Il soldato tuffa il viso in un secchio ricolmo di acqua piovana e, quando risolleva la testa, sembra più sveglio e lucido: – Cosa ci fai qui, allora? Sul mio onore, in tanti anni di guerra non ho mai visto un mendicante che osasse passare sulle rovine fumanti di una battaglia.
Dalzell si stringe nelle spalle.
– Di che clan sei? – continua il soldato, raccattando le sue cose.
– Clan? Nessun clan. Mi chiamo Dalzell. Dalzell lo storpio per gli intimi – risponde con voce piana.
Il soldato rimane in silenzio. – È piuttosto crudele come nome – osserva, con una vaga incertezza. Lui si stringe di nuovo nelle spalle. – È la verità – osserva.
Alza ancora lo sguardo per osservare ancora la donna morta alla finestra: ora vede meglio anche le sue mani, abbandonate sulla pietra. Il soldato segue i suoi occhi e commenta: – Scommetto che non hai mai visto nulla del genere.
– In realtà ho visto di peggio.
Riprende la via delle colline, verso Sud, piegato sotto il mantello. Il mattino è limpido, lavato dalla pioggia; una nuvola sfilacciata gli sorride ironica, prima di essere dispersa dalla brezza.

 

Dalle parti di Edinburgh incontra un kelpie.
Non è – di certo – quello che ha ucciso Duncan, Lily, i McSheon, Rhona... e tutti gli altri. C’è molta acqua in Scozia, molti demoni per tutta quell’acqua. Tutto ciò che sa, quando vede quell’uomo alto, bello e distinto, è che si tratta di un kelpie.
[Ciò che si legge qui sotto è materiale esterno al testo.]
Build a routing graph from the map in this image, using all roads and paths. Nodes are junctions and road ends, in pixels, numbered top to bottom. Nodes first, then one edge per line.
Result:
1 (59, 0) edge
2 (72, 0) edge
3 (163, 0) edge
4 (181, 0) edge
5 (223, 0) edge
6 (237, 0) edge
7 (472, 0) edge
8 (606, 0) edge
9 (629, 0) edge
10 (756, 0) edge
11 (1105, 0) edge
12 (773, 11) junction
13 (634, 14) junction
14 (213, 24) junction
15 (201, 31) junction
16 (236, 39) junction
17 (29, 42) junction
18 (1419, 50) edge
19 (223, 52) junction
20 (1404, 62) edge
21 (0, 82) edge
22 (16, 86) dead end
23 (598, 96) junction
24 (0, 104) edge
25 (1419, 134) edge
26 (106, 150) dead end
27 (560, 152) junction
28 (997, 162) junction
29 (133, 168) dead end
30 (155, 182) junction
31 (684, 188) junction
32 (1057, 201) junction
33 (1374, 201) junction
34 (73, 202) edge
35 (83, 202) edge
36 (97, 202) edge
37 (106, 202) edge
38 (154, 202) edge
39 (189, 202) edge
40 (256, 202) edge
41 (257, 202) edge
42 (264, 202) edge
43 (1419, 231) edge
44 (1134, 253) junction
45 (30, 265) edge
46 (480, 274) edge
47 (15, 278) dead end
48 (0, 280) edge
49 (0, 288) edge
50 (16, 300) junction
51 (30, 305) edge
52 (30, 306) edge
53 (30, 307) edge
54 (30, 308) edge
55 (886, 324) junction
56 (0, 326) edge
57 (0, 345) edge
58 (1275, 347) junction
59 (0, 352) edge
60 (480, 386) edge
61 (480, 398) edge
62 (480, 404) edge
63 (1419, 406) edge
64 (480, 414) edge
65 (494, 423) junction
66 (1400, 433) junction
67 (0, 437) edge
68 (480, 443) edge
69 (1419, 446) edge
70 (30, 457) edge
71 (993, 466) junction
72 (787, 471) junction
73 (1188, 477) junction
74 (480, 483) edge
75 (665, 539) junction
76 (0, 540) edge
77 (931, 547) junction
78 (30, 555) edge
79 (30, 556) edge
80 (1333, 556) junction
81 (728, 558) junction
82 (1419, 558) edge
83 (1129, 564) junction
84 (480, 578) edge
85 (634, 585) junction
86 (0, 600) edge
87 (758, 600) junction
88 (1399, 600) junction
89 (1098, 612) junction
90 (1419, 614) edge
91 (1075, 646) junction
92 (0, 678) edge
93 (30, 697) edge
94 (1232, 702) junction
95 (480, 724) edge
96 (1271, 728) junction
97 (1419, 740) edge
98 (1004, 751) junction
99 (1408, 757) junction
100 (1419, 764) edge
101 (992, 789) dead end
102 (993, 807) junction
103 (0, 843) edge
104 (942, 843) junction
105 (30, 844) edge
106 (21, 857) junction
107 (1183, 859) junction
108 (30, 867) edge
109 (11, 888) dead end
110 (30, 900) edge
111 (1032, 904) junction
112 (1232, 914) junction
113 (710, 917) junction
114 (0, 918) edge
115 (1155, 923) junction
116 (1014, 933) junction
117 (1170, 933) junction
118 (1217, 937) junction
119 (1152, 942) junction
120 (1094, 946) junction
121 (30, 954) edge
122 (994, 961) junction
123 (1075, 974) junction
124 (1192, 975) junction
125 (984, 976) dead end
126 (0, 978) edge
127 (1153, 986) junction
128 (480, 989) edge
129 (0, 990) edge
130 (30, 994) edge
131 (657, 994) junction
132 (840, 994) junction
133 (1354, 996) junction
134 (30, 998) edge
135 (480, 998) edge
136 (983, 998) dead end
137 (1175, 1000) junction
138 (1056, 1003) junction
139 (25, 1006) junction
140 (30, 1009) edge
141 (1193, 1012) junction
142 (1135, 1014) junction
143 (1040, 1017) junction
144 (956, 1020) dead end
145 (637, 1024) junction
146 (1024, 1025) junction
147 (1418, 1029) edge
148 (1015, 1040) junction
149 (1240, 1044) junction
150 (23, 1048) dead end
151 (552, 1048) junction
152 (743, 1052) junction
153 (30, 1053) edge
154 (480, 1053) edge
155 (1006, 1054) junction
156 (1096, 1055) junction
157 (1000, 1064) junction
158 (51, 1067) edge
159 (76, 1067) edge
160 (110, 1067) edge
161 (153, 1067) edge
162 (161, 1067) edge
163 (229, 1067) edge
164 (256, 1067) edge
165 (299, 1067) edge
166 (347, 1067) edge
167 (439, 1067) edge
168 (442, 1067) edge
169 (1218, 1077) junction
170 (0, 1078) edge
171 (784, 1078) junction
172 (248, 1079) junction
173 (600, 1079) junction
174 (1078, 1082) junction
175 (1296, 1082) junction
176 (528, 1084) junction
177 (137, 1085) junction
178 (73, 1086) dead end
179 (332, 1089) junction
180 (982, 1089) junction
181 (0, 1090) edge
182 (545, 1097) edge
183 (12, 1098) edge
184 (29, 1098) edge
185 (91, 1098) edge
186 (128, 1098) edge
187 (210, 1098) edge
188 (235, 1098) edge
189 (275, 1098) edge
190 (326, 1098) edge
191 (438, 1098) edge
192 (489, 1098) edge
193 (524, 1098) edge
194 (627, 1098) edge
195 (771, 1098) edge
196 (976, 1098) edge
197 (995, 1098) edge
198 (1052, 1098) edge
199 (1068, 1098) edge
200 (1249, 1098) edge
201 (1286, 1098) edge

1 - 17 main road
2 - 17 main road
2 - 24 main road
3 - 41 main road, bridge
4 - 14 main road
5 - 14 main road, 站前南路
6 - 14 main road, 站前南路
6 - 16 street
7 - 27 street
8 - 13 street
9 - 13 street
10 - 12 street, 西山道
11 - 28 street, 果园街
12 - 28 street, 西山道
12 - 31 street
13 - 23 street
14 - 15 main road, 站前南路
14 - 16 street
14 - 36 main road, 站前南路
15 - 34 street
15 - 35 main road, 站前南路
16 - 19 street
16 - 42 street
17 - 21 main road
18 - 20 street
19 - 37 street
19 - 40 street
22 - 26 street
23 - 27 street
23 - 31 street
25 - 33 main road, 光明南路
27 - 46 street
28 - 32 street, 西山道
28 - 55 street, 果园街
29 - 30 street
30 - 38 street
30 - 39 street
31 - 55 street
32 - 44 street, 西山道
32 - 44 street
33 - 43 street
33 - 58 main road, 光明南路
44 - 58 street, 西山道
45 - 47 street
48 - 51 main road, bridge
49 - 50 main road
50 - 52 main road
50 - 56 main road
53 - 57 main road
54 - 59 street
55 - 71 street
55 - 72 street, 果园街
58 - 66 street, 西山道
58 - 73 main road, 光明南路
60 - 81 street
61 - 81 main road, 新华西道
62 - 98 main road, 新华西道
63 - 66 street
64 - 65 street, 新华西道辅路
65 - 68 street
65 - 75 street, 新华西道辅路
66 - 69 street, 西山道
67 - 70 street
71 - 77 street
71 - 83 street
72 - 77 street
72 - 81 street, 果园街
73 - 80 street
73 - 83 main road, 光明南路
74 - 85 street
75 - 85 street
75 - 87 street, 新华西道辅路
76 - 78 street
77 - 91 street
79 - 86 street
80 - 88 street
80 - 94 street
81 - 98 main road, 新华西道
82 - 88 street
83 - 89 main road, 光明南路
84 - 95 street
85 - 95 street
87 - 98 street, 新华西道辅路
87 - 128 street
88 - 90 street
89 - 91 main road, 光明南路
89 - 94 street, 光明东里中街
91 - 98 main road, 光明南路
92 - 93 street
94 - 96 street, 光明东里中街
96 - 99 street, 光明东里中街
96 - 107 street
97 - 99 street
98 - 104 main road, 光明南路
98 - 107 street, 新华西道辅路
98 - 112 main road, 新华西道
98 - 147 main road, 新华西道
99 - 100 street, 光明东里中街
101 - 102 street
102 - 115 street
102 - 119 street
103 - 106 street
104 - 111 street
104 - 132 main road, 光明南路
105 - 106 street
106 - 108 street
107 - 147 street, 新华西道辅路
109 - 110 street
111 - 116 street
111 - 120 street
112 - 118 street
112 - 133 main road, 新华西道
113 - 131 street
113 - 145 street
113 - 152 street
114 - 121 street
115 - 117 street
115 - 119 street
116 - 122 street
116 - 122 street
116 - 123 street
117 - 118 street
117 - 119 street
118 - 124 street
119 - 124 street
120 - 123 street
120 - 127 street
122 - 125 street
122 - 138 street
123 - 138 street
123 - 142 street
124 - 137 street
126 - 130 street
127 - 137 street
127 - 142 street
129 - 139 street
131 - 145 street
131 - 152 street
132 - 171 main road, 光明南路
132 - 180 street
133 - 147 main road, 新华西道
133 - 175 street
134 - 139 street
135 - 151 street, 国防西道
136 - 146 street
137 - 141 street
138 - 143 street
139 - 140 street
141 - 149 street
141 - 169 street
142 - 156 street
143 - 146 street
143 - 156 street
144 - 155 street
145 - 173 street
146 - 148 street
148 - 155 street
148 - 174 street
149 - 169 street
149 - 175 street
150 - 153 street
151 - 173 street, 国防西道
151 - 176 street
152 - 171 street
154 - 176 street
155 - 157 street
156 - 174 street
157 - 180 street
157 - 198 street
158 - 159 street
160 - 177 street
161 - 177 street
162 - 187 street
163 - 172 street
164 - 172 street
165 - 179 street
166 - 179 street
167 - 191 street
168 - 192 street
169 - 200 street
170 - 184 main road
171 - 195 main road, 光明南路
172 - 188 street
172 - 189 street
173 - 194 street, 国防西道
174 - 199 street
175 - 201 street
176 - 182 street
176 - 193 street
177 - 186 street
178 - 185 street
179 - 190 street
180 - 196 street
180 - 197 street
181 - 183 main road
Potrei ucciderlo, si dice, potrei. Ne sono in grado.
È molto giovane – Gormlaith dice “senza tempo” e svanisce nella foschia – con la pelle chiara, le ossa fini. I suoi occhi sono verdeazzurri, i suoi capelli – lo sa grazie al vento che soffia – sono molto leggeri.
– Io so chi sei – dice con rabbia – so cosa sei.
Ha i capelli neri, l’uomo-kelpie, ma non si cura di ripararsi dal vento – è così che lui, Dalzell, ha visto le alghe che gli crescono sulla pelle, le erbe lacustri verdi tra il nero. Infila la mano sotto le vesti, in una tasca segreta a contatto con la pelle.
Tira fuori il coltello, la lama rivestita d’argento è macchiata e ossidata, ma non importa.
Con gli occhi vede l’uomo-kelpie a pochi passi, longilineo e sicuro di sé, ma l’immagine si deforma sulla strada per il cervello.
Ed è ancora un bambino, con il sole che splende come oro su di lui e sul prato...

 

Colpì una volta. Due volte. Tre volte. Arrivò a sette volte e perse il conto.

 

Venti anni e diciassette villaggi dopo il kelpie, Dalzell lo storpio decide di aver vissuto abbastanza. Si lascia alle spalle un cavallo sgozzato, il proprio mantello e Gormlaith, che non è più una dama, ma una bambina radiosa che gli prende le mani – tutte e due – e lo guida verso il cielo.
– Ho perso il coltello – dice lui con un lieve dolore al petto, ma Gormlaith scuote la testa.

 

– Forse non era così importante.

 

 

 

 

 

 

 

 

 

 

 

 

 

Note dell’autore:
Sì, be’, uh. Questa ossessione per vendetta/rimpianto/nostalgia è un po’ strana.
Foto da weheartit, il kelpie è un demone acquatico scozzese – nel caso non si fosse capito.